10 Best Investment Options To Save Tax
Thursday, 09 January 2014, 01:30 IST
3. Unit Linked Insurance Plan
Ulips, or market linked insurance schemes, are also eligible for deduction under Section 80C. This scheme provides investors with the benefit of both life cover and investment in equity and debt markets, highly popular with investors. Few years ago, Ulips was one among the worst investments but nowadays this investment is customer friendly. Not as the first but Ulips can be included in your tax saving planning. While taking Ulips you should be fully aware of their policies, because there are conditions like if you forget to pay premium for at least once then your policy will be discontinued.
Investors would, however, do well to check the premiums charged by these schemes before making an investment decision as most Ulips charge high premiums.
4. Voluntary PF
Voluntary Provident Fund or VPF is an extension of your Employee’s provident fund (EPF) that provides an easy way to save for your retirement years from your current pre-tax income. The investment is hassle free as you just need to inform your employer about your decision of contributing to Voluntary Provident Fund once at the beginning of a financial year.

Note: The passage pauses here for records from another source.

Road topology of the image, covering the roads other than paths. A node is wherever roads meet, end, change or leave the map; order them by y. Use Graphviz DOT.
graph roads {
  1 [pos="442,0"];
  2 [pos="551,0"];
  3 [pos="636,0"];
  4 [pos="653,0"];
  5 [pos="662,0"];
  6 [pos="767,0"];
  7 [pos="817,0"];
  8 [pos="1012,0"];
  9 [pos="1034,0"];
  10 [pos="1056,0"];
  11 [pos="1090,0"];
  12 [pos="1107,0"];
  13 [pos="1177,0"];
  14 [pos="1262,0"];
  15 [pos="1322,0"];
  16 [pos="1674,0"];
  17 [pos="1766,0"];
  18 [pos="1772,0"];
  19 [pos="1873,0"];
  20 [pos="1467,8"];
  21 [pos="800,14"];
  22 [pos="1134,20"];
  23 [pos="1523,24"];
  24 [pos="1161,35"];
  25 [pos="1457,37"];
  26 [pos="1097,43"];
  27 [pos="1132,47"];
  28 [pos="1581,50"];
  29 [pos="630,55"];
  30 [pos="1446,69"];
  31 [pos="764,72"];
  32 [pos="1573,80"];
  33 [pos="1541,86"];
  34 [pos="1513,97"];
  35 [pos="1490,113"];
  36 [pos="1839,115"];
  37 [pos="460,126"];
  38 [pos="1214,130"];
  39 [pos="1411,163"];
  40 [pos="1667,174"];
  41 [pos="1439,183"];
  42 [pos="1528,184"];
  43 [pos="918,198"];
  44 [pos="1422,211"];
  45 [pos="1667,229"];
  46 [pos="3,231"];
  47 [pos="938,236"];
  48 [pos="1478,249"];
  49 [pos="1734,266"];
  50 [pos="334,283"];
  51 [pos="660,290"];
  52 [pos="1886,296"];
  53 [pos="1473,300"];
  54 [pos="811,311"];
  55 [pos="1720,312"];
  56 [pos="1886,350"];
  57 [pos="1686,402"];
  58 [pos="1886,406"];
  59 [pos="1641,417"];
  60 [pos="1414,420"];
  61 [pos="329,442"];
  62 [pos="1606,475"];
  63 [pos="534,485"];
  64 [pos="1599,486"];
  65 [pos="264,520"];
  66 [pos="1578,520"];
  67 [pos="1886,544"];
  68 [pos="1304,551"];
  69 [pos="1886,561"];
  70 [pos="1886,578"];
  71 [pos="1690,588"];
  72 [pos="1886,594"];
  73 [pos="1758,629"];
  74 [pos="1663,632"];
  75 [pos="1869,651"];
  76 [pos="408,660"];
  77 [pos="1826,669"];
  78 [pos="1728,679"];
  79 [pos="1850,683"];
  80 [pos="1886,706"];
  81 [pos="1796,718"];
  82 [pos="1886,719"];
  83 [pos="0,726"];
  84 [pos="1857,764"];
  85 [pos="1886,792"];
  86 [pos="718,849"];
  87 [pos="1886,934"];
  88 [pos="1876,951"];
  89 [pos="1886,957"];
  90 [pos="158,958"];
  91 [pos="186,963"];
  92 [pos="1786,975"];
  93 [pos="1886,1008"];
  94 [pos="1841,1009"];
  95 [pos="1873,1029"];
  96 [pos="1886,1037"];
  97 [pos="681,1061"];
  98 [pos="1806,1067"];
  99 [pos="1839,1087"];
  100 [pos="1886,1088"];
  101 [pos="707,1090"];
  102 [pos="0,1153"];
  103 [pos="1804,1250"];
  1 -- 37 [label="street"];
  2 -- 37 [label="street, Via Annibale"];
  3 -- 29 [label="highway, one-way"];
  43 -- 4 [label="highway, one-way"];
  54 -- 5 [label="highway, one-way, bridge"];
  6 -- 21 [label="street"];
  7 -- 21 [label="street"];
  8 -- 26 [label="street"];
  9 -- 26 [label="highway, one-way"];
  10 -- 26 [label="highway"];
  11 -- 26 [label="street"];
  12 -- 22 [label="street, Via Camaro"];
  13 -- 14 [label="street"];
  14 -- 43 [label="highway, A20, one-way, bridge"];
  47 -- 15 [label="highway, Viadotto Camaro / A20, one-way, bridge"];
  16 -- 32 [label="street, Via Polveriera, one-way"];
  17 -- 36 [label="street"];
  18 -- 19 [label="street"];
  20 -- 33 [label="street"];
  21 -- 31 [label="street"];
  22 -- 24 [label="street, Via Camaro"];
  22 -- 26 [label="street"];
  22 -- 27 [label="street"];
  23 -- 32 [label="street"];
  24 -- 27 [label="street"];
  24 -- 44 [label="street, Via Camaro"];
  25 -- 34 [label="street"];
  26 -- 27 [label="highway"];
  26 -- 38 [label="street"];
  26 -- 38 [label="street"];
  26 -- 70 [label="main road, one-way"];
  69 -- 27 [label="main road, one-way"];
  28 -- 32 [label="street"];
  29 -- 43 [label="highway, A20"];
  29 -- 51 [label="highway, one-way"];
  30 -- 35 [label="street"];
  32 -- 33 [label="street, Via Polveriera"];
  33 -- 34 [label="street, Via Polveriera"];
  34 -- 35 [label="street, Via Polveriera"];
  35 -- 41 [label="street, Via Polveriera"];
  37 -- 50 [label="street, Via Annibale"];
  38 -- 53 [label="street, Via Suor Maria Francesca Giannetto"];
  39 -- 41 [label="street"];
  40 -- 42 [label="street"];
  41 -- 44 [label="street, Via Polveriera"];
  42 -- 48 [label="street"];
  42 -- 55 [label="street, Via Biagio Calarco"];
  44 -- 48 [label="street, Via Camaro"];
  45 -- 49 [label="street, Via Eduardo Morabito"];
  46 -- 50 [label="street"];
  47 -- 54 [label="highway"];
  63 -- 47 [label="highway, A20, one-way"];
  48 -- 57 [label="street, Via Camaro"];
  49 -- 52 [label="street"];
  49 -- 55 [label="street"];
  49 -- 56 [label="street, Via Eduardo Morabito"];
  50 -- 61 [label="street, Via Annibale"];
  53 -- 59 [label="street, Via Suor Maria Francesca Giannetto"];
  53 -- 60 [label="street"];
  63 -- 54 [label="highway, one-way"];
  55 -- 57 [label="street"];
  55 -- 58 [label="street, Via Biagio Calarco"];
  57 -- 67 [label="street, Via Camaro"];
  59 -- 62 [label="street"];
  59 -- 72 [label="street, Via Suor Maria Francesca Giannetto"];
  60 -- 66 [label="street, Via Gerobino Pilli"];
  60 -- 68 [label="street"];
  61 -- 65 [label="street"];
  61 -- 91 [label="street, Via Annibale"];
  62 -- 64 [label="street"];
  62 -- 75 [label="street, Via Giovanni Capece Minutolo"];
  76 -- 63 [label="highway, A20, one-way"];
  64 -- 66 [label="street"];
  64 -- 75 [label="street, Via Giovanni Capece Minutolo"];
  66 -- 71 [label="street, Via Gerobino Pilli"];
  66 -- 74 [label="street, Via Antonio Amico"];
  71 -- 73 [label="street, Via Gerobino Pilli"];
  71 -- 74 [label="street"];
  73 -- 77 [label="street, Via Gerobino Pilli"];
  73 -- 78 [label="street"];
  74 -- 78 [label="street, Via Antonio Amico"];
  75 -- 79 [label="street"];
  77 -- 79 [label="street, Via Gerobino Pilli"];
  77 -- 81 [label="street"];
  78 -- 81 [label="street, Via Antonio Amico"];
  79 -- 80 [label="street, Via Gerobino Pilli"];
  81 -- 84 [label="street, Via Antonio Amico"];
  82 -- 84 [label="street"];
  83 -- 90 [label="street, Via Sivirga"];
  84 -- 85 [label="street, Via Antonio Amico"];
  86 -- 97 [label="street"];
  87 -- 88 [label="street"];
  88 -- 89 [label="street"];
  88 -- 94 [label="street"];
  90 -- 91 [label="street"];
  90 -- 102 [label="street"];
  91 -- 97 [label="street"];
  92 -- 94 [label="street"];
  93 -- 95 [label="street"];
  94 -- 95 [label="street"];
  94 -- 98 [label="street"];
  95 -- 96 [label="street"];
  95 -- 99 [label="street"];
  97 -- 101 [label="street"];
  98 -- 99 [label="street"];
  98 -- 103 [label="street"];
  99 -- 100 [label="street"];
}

Every month your employer will deduct 12 percent of your basic and dearness allowance and contributes an equal amount from its side and put the money in your Employee Provident Fund Account. If you wish to save more, you can contribute more. However, it is not mandatory for your employer to contribute beyond the mandated 12 percent, but you cannot stop your VPF contributions in the middle of the year. One of its drawbacks is limited liquidity; you cannot withdraw cash until you retire.